Posted by: Glyn Moody


So the fabled Googlephone has arrived. It's pretty much as people expected, with tight integration to Google's main services, including a rather nifty use of Google Street View.

It undoubtedly lacks the glamour of the iPhone, and even misses a trick or two in terms of basic mobile technology – Apple's use of the touchscreen seems superior – but that is mitigated to a certain extent by the presence of a keyboard for those of us who can't live without such things.

But maybe the most important fact about the G1 is that for the first time Google has shipped a major product that is open source. Until now, it has used open source to run most of its backroom (back hangar?) infrastructure, and has contributed bits and bobs to the open source world, but nothing on the scale of the code inside the G1.

This is really an important moment, because it sees the bellwether Google putting its name publicly and wholeheartedly behind the free software idea.

That's going to be good for open source just in terms of the validation and positive PR it represents. But, of course, it's much more than that. By choosing open source for its mobile plans, Google is throwing its weight behind an evolving platform. This is something that those who make glib comparisons with Apple iPhone tend to forget: the latter is just a product, whereas Android is an ecosystem.

There will soon be dozens of phones based on the Android code, which should kick-start a kind of Darwinian race on the hardware side that Apple's locked-down world can never enjoy. I expect the difference between the open and closed approaches to be even more stark on the software side.

Even before the G1 appeared, there were loud rumblings of discontent among the developer community about the heavy-handed and arbitrary way that Apple manages the process for approving third-party apps for the iPhone. Then, there was not much they could do about it; now, there is.

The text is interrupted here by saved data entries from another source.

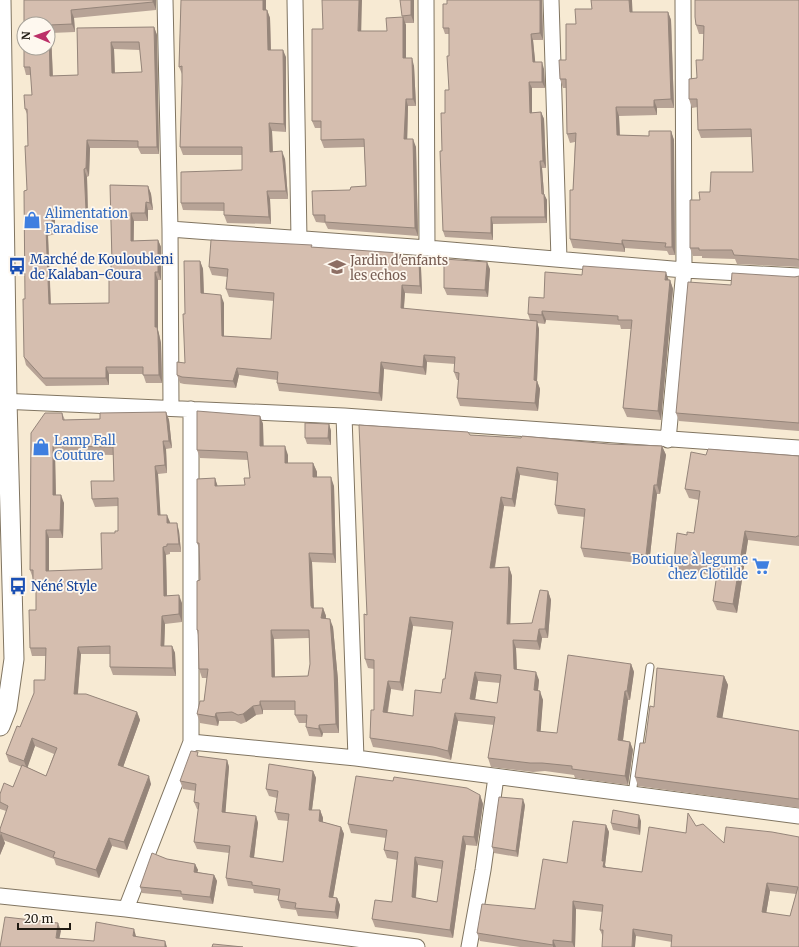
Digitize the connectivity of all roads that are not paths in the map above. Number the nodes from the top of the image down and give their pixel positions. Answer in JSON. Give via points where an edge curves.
{"nodes":[{"id":1,"x":1,"y":0,"type":"edge"},
{"id":2,"x":165,"y":0,"type":"edge"},
{"id":3,"x":295,"y":0,"type":"edge"},
{"id":4,"x":426,"y":0,"type":"edge"},
{"id":5,"x":550,"y":0,"type":"edge"},
{"id":6,"x":683,"y":0,"type":"edge"},
{"id":7,"x":170,"y":229,"type":"junction"},
{"id":8,"x":299,"y":239,"type":"junction"},
{"id":9,"x":2,"y":245,"type":"edge"},
{"id":10,"x":427,"y":248,"type":"junction"},
{"id":11,"x":559,"y":259,"type":"junction"},
{"id":12,"x":684,"y":270,"type":"junction"},
{"id":13,"x":799,"y":276,"type":"edge"},
{"id":14,"x":4,"y":401,"type":"edge"},
{"id":15,"x":171,"y":408,"type":"junction"},
{"id":16,"x":191,"y":409,"type":"junction"},
{"id":17,"x":344,"y":416,"type":"junction"},
{"id":18,"x":668,"y":440,"type":"junction"},
{"id":19,"x":799,"y":448,"type":"edge"},
{"id":20,"x":650,"y":667,"type":"dead end"},
{"id":21,"x":0,"y":726,"type":"edge"},
{"id":22,"x":191,"y":742,"type":"junction"},
{"id":23,"x":356,"y":758,"type":"junction"},
{"id":24,"x":496,"y":777,"type":"junction"},
{"id":25,"x":632,"y":794,"type":"junction"},
{"id":26,"x":799,"y":816,"type":"edge"},
{"id":27,"x":0,"y":896,"type":"edge"},
{"id":28,"x":126,"y":909,"type":"junction"},
{"id":29,"x":417,"y":947,"type":"edge"},
{"id":30,"x":469,"y":947,"type":"edge"}],
"edges":[{"from":1,"to":9,"type":"street"},
{"from":2,"to":7,"type":"street"},
{"from":3,"to":8,"type":"street"},
{"from":4,"to":10,"type":"street"},
{"from":5,"to":11,"type":"street"},
{"from":6,"to":12,"type":"street"},
{"from":7,"to":8,"type":"street"},
{"from":7,"to":15,"type":"street"},
{"from":8,"to":10,"type":"street"},
{"from":9,"to":14,"type":"street"},
{"from":10,"to":11,"type":"street"},
{"from":11,"to":12,"type":"street"},
{"from":12,"to":13,"type":"street"},
{"from":12,"to":18,"type":"street"},
{"from":14,"to":15,"type":"street"},
{"from":14,"to":21,"type":"street","via":[[14,659],[7,708]]},
{"from":15,"to":16,"type":"street"},
{"from":16,"to":17,"type":"street"},
{"from":16,"to":22,"type":"street"},
{"from":17,"to":18,"type":"street"},
{"from":17,"to":23,"type":"street"},
{"from":18,"to":19,"type":"street"},
{"from":20,"to":25,"type":"lane"},
{"from":22,"to":23,"type":"street"},
{"from":22,"to":28,"type":"street"},
{"from":23,"to":24,"type":"street"},
{"from":24,"to":25,"type":"street"},
{"from":24,"to":30,"type":"street"},
{"from":25,"to":26,"type":"street"},
{"from":27,"to":28,"type":"street"},
{"from":28,"to":29,"type":"street"}]}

The downside of this freedom is that there will be a lot of rubbish written for the Android platform. But that doesn't matter, any more than it matters for GNU/Linux apps or Firefox extensions. Nobody is forcing you to use this stuff; instead, people will select the best and ignore the worst – software natural selection at its finest.

The point is, there are fewer barriers to unknown coders creating killer apps for the Android platform, so it is more likely that something truly new and exciting will emerge here rather than on the controlled, buttoned-down iPhone system.

The other thing to remember about Android is that as free software, it can be taken and used for anything – you aren't obliged to crank out just phones. This opens up even more surprising uses of the code – how about home automation, or games platforms?

That potential richness can feed back into Googlephones in all sorts of ways – either directly, for example through seamless integration (controlling your house from your mobile), or indirectly, in terms of inspiring developers to be more creative.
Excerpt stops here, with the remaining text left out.